● **Work order**: Your answer must restate the listing below word for word and contain no images.

──────

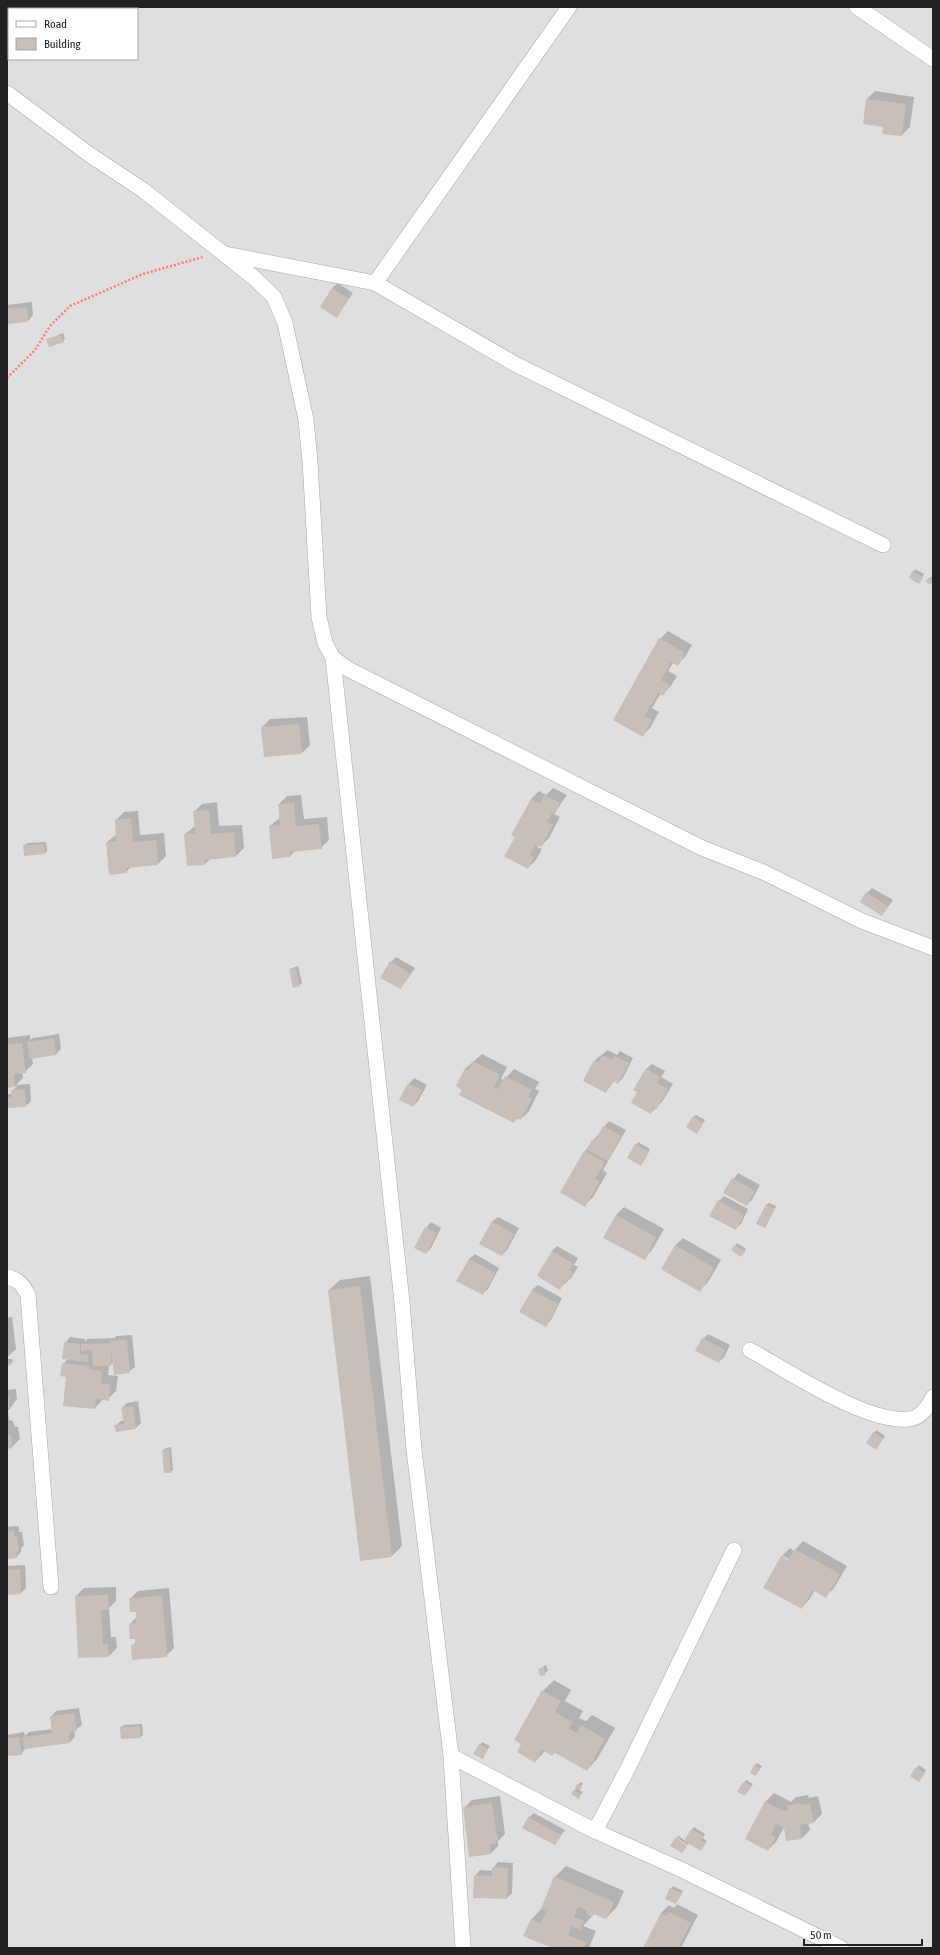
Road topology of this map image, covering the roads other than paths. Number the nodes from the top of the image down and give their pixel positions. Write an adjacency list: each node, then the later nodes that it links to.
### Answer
1 (569, 7): 6 (street)
2 (863, 9): 3 (street)
3 (933, 59)
4 (7, 93): 5 (street)
5 (222, 253): 6 (street); 8 (street)
6 (375, 283): 7 (street)
7 (883, 545)
8 (333, 658): 9 (street); 15 (street)
9 (933, 948)
10 (7, 1278): 14 (street)
11 (750, 1350): 12 (street)
12 (933, 1397)
13 (734, 1550): 16 (street)
14 (51, 1587)
15 (451, 1756): 16 (street); 17 (street)
16 (595, 1831): 18 (street)
17 (463, 1948)
18 (841, 1948)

──────

● **Expected answer**:
Road topology of this map image, covering the roads other than paths. Number the nodes from the top of the image down and give their pixel positions. Write an adjacency list: each node, then the later nodes that it links to.
### Answer
1 (569, 7): 6 (street)
2 (863, 9): 3 (street)
3 (933, 59)
4 (7, 93): 5 (street)
5 (222, 253): 6 (street); 8 (street)
6 (375, 283): 7 (street)
7 (883, 545)
8 (333, 658): 9 (street); 15 (street)
9 (933, 948)
10 (7, 1278): 14 (street)
11 (750, 1350): 12 (street)
12 (933, 1397)
13 (734, 1550): 16 (street)
14 (51, 1587)
15 (451, 1756): 16 (street); 17 (street)
16 (595, 1831): 18 (street)
17 (463, 1948)
18 (841, 1948)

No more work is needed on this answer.